The length of the Error packet is not defined, and may be any length. According to an AudioSocket Go library (github.com/CyCoreSystems/audiosocket), Asterisk has the following well known error codes (although I can’t seem to find these in the source, if anyone has a link). Given the most common implementation is asterisk, I suspect mandating a 1-byte Error code is not a bad idea.

CodeImplDescription
0x01AsteriskCaller has hung up the Connection
0x02AsteriskError forwarding the Frame to the caller
0x04AsteriskInternal memory allocation error

Example Packets

Terminate the connection:

0x00 0x00 0x00

Indicate an error state of 0x11

0xFF 0x00 0x01 0x11

Send 2 audio samples of +1 and -1

0x10 0x00 0x04 0x01 0x00 0xFF 0xFF

Handshake

After a TCP connection is established, the client is expected to send a UUID Packet to the server, which has an application dependent meaning. It could indicate the audio stream to attach to, an identity, or an API key depending on how the server uses it.

After the UUID packet is sent, both the Client and the Server begin to send Audio packets to their peer until the TCP connection is closed, the Terminate command is issued, or an Error packet is sent.

Implementation Notes

Because the aduio stream needs to be very low latency, it’s advisable to set TCP_NODELAY, in order to disable Nagle’s algorithm on the TCP connection. The reason is that we’re sending many small packets with time sensitive audio information which need to be sent right away, even if there is more data to be sent very shortly after.

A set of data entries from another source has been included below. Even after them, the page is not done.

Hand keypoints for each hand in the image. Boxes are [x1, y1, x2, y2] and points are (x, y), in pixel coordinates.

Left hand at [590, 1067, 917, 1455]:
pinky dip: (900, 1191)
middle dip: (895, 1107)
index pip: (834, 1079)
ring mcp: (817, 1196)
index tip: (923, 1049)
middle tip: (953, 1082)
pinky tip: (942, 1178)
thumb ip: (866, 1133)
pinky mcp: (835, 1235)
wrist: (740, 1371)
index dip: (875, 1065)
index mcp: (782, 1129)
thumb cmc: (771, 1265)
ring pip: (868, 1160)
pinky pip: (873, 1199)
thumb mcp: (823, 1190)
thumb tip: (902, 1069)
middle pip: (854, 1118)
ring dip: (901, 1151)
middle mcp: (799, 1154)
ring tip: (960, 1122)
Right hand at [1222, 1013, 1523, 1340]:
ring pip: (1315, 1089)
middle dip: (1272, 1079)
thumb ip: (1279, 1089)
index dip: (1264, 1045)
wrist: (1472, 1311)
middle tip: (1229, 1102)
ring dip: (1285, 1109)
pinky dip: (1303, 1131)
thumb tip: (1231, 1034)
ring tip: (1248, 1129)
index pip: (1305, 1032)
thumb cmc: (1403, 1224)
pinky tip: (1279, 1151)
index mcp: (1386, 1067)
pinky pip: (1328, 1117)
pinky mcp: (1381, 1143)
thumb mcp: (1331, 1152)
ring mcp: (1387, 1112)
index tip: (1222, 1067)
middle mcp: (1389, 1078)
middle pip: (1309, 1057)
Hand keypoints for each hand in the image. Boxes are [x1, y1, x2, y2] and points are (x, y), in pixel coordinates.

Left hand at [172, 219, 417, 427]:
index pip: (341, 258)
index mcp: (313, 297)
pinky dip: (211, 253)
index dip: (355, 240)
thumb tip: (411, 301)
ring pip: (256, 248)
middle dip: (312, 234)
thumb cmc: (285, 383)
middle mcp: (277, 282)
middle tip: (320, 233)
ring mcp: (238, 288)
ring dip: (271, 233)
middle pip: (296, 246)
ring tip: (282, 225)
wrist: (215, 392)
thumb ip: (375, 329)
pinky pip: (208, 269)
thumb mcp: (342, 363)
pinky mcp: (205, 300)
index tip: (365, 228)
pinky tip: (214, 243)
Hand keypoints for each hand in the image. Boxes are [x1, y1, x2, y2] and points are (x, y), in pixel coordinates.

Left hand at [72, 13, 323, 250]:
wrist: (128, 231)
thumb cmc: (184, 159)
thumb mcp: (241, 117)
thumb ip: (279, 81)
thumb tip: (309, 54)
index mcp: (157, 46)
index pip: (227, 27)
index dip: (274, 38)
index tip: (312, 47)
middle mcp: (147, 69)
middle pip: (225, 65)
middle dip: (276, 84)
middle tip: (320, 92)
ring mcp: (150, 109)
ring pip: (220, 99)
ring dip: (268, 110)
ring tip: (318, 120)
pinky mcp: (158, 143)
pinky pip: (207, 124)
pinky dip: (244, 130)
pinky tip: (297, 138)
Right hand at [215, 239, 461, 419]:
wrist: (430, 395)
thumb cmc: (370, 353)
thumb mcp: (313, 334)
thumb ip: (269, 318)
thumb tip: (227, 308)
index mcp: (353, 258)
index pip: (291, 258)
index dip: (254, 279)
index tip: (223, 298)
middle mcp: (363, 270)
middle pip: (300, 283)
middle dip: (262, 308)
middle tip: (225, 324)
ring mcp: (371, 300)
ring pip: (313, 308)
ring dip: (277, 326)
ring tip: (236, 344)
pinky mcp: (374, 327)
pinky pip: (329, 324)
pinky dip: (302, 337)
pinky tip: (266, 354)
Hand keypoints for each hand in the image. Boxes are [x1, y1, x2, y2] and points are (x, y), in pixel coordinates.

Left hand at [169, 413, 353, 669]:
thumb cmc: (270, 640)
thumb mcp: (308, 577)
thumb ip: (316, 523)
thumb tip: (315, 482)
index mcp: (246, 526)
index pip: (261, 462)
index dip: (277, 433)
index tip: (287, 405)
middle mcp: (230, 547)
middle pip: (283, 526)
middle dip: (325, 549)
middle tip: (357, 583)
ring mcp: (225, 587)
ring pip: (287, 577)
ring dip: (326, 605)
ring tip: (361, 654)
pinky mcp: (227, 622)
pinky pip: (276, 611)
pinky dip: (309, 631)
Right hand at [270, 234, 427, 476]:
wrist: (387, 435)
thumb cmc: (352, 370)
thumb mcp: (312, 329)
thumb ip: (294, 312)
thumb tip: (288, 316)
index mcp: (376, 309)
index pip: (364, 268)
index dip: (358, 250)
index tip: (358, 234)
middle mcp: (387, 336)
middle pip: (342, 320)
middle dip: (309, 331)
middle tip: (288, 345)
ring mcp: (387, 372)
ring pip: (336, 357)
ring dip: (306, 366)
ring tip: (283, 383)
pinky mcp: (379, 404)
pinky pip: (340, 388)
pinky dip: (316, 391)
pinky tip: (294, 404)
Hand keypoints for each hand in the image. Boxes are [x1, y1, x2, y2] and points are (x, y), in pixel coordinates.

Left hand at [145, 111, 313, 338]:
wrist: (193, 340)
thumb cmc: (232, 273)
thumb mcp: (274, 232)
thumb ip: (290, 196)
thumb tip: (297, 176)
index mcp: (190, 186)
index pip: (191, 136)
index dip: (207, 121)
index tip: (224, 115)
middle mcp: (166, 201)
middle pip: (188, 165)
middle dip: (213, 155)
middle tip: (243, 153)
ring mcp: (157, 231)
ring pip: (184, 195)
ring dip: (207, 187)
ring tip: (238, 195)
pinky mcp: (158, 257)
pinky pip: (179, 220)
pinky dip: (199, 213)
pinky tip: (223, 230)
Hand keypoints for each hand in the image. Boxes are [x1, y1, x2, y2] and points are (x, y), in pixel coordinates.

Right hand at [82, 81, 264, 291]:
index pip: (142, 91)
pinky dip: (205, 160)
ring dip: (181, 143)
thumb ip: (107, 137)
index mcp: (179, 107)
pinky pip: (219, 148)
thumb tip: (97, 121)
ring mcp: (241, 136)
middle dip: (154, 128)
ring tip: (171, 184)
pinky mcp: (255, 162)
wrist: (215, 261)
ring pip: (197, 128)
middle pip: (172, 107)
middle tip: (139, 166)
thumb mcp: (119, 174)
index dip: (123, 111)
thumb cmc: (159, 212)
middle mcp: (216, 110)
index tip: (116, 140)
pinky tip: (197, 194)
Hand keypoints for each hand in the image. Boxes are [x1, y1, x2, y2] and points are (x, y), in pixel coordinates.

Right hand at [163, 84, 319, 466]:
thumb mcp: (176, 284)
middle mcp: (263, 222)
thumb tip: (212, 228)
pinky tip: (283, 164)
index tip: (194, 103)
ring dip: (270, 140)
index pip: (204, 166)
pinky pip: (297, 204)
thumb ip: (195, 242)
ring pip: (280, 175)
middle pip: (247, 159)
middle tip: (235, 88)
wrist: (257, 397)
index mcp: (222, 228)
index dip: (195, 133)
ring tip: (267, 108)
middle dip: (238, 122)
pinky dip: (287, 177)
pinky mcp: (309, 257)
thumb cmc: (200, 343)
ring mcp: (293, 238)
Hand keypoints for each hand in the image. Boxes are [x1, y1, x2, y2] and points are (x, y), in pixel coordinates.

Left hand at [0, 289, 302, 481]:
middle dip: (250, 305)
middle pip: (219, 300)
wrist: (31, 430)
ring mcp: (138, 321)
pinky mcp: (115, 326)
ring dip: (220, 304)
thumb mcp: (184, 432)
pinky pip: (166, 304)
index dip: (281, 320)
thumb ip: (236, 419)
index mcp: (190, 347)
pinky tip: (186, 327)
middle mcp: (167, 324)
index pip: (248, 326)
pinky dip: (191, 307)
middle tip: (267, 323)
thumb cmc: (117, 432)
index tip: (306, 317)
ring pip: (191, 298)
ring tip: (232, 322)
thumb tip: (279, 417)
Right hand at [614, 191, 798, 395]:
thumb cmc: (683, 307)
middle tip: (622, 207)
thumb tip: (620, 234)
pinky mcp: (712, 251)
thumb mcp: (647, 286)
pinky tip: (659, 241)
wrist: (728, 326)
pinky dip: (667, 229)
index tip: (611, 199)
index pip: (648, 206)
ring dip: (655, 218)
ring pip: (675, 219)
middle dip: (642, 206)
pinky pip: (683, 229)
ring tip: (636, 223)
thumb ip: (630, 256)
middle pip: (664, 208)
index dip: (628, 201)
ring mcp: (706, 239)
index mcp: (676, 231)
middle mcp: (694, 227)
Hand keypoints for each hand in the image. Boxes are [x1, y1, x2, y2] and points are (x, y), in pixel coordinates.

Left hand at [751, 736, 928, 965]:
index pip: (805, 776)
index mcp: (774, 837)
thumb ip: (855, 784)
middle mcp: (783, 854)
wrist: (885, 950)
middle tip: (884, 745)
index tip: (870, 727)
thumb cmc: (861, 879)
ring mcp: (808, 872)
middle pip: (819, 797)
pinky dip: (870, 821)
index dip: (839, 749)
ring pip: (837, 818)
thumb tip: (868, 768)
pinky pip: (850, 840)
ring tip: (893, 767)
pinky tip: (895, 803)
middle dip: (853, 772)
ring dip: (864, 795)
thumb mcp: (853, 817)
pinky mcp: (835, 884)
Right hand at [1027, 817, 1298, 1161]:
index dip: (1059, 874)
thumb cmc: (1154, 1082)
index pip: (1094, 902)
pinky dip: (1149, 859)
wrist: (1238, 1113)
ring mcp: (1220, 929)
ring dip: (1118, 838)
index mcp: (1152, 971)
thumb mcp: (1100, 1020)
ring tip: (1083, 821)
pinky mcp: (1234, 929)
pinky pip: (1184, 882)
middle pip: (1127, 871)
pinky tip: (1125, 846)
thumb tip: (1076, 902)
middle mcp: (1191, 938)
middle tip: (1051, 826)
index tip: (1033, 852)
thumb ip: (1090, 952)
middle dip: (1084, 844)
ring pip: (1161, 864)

Additionally, Asterisk specifically will be very upset if you send headers, and reading the body takes more than 5ms, even if there’s a buffer you never exhaust. This state is hard to hit when the audio data is contained in an IP packet, but it’s very easy to trigger when you’re operating under Nagle’s algorithm, since your packet is likely to be split along non-packet boundaries.